Anonymous hughes views said...

forcing people to pay (for examples) for an environmental health service, road maintenance, clean water, a police force or the armed services could also, by a simple-minded soul, be described as "major threats to personal liberty".

2:58 PM  
Blogger Cassilis said...

You could, I think, make an argument that those things are different - no-one can 'pay for their own' armed forces or road maintenance, by their nature they have to be collective endeavours. The same isn't necessarily true of education or healthcare and I think that would be the thrust of Williams' point.

Still, even being on the centre-right I balk at the idea of a healthcare system as inadequate as the US one.

Nice to know you still 'drop in' Brian and your own blog is sorely missed....

10:51 PM  
Blogger Newmania said...

'environmental health service,'...I wonder what that is or do we put the word enviromental in at random now?
It has become increasingly clear that state control of health is a lever for attacking choice of lifestyle as well as choices that are made with the taxed money removed. It is also clear that free health care is unsupportable.
Roads and the army and Police occupy a tiny proportion of ther tax cake.

I wonder if vouchers for health Insurance are the way forward. Vouchers in education were tried on a few occassions and sniffed at but now we have shed some of that collectivist mumbo jumbo it is on the agenda ..says rumour , ..even in Labour certainly for Conservatives. Such a scheme would have an immediate effect on lifestyle but without reducing fee men and women to battery chickens. Obviously it would be vastly more cost effective than the Public sector behemoth we are lumbered with.

11:22 PM  
Anonymous hughes views said...

I guess newmania would be blissfully happy were no one checking that the food he purchased wasn't poisonous and butchers etc. were free from pesky red-tape? Let's go back to the good old days when men were free and life expectancy for most was about 35 eh?!
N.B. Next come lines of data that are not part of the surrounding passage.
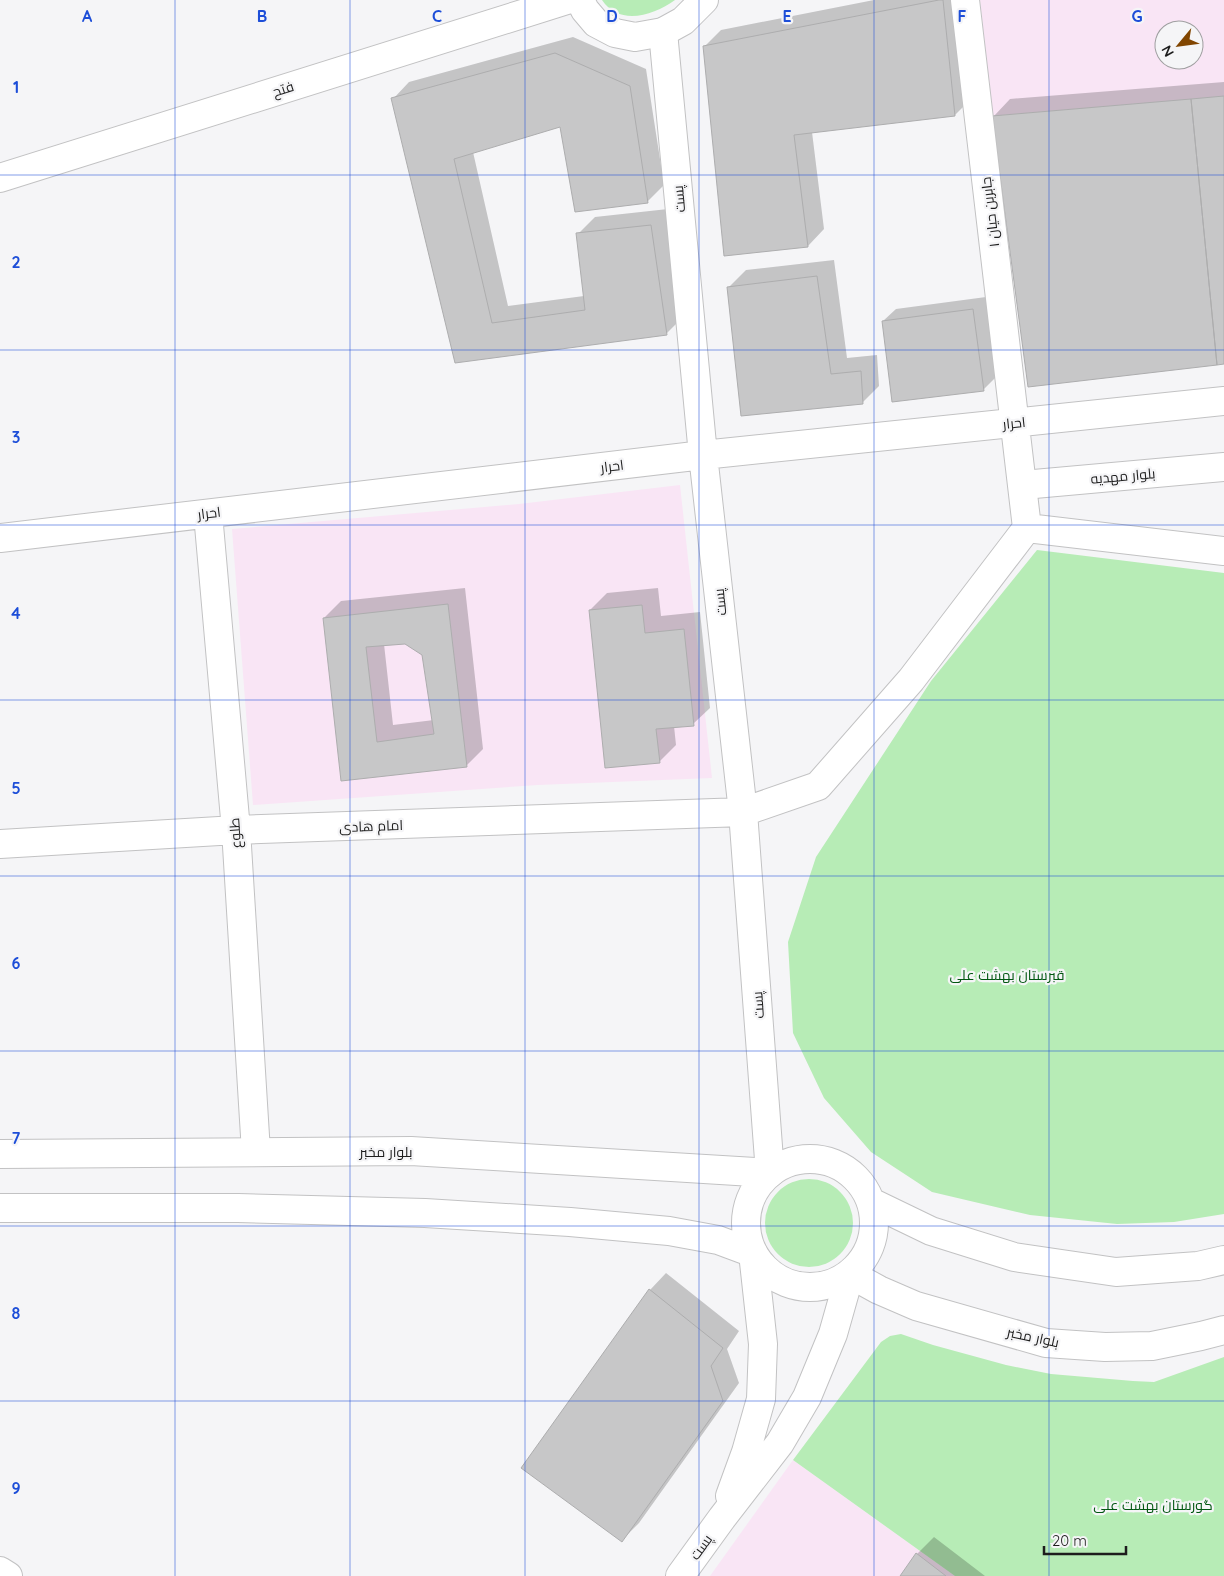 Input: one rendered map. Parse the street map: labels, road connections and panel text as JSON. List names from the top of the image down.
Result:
{
  "streets": {
    "street": [
      "فتح",
      "پست",
      "جابربن حیان ۱",
      "احرار",
      "بلوار مهدیه",
      "امام هادی",
      "طلوع",
      "بلوار مخبر"
    ]
  },
  "crossings": [
    ["پست", "احرار"],
    ["پست", "امام هادی"],
    ["پست", "بلوار مخبر"],
    ["جابربن حیان ۱", "احرار"],
    ["جابربن حیان ۱", "بلوار مهدیه"],
    ["جابربن حیان ۱", "امام هادی"],
    ["احرار", "طلوع"],
    ["امام هادی", "طلوع"],
    ["طلوع", "بلوار مخبر"]
  ],
  "parks": ["قبرستان بهشت علی", "گورستان بهشت علی"],
  "scale_bar": "20 m",
  "north": "bottom left",
  "grid": {
    "columns": [
      "A",
      "B",
      "C",
      "D",
      "E",
      "F",
      "G"
    ],
    "rows": [
      "1",
      "2",
      "3",
      "4",
      "5",
      "6",
      "7",
      "8",
      "9"
    ]
  }
} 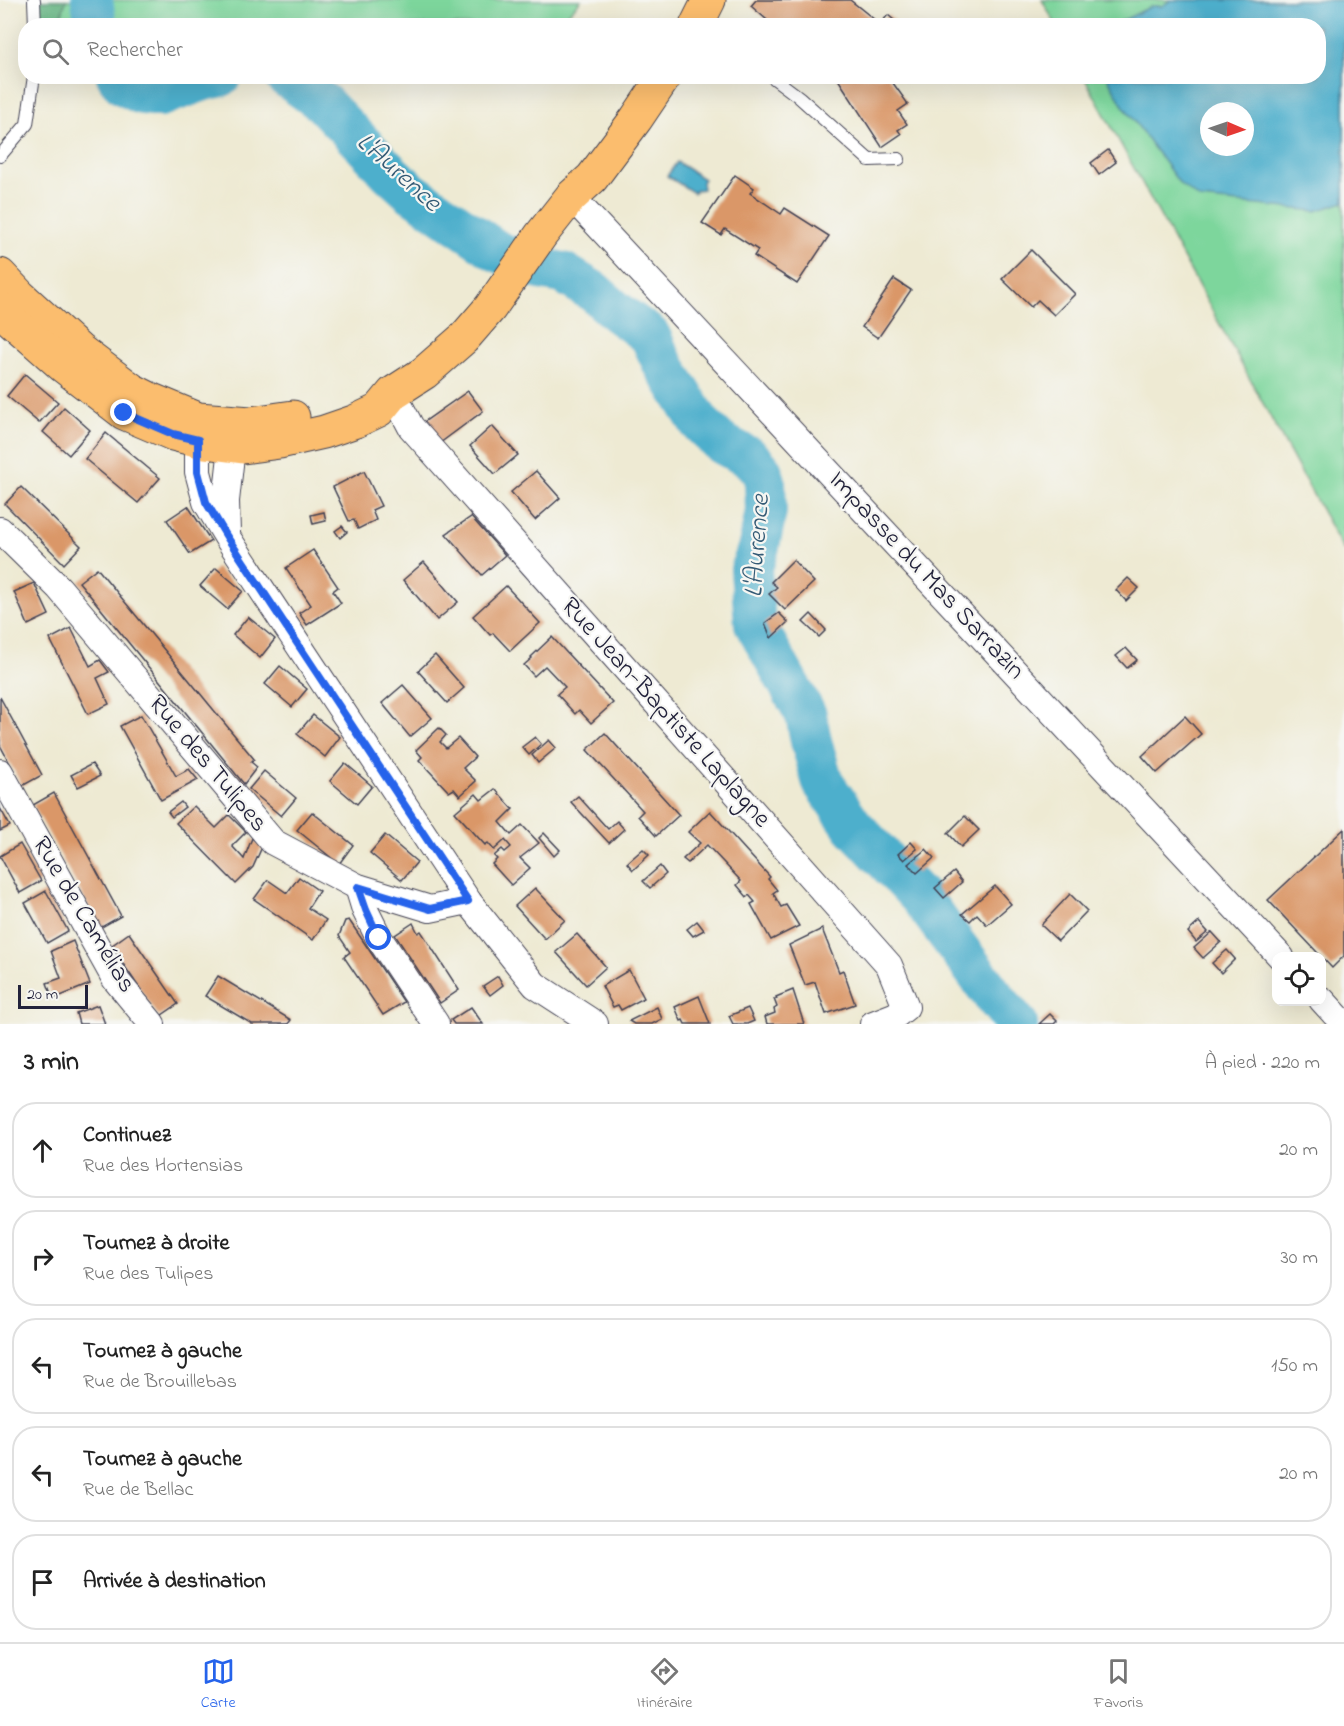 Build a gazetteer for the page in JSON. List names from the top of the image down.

btw life expectancy is now lower in the US than the EU and American people are, on average, shorter than Europeans. Both these are a reversal of how things were when I was a lad in the 1950s - there are many causes but poor health services (even though they pay far more of their per head GDP on health) play their part...


PS - I'd be quite happy to mend the road outside my house but few people would want to drive over it if I did!

9:30 AM  
Blogger Bretwalda Edwin-Higham said...

Newmania - we use it at random now.

2:18 PM  
Blogger Newmania said...

Life expectancy at birth is slightly lower in the US but this may well be due to their relative affluence as well as relative freedom to dispose of their income and lives as they choose. Perhaps this accounts for the vibrant culture and enormously greater happiness recorded than in the miserable UK.
They are , on a per capita basis about 20% richer and 30% are obese as opposed to our 23%. This might be the reasons together with a myriad of lifestyle and affluence related health problems Nonetheless spending on health as a percentage of GDP is much higher in the US than it is in the UK at 15.3% to our measly 8.3%. The US remains the most competitive economy in the world .
Your wish to snipe at the free world , the true motive behind you wish to remove democratic rights to Brussels have lead you to simplify what is a rather more complex picture .Interestingly while the UK performs conspicuously well on life expectancy we are poor on other indicators like low birth rates although only slightly worse than the US itself a poor performer.
On the value we get from people checking foods , and the rest of the elf and safety encrustation ,improvements have come from the threat of legal action and the increased ability to use the courts . That is also the case for health and Safety where the legal climate and insurance costs are the true drivers of improvement and regulations easily circumvented in hazardous occupations …(no doubt in the endless office sin which people waste our money they are rigorously applied ..on building sites …no.).Of course the ability and will people have to protect themselves is sapped by the state creche and the sheer removal of choice to spend .
I think one has to admit that with freedom risks must be dealt with and the ”Outcomes “ are not everything though , especially given the vacuous homogenised life the EU prefers for its ‘citizens ‘. Not everything is amenable to “rational “thought soi disant. It is not unlikely that we would be, better off saving the entire paraphernalia of Parliament and Elections and simply agree to be ruled by the Continent . I suspect they would do a pretty good job on outcomes .This might please you but I would be strangely dissatisfied considering the safety and insulation from worrying decisions from which our elite had thoughtfully protected me . Actually …why not just not bother fighting the Second World War.I expect the trains would be running better.
I loathe your soulless future HV even if one did admire Europe , which I sometimes do . No-one is suggesting the US makes 80 % of our laws and precedes the primacy of Parliament . This means we can be a bit more al a carte about the good and bad on offer.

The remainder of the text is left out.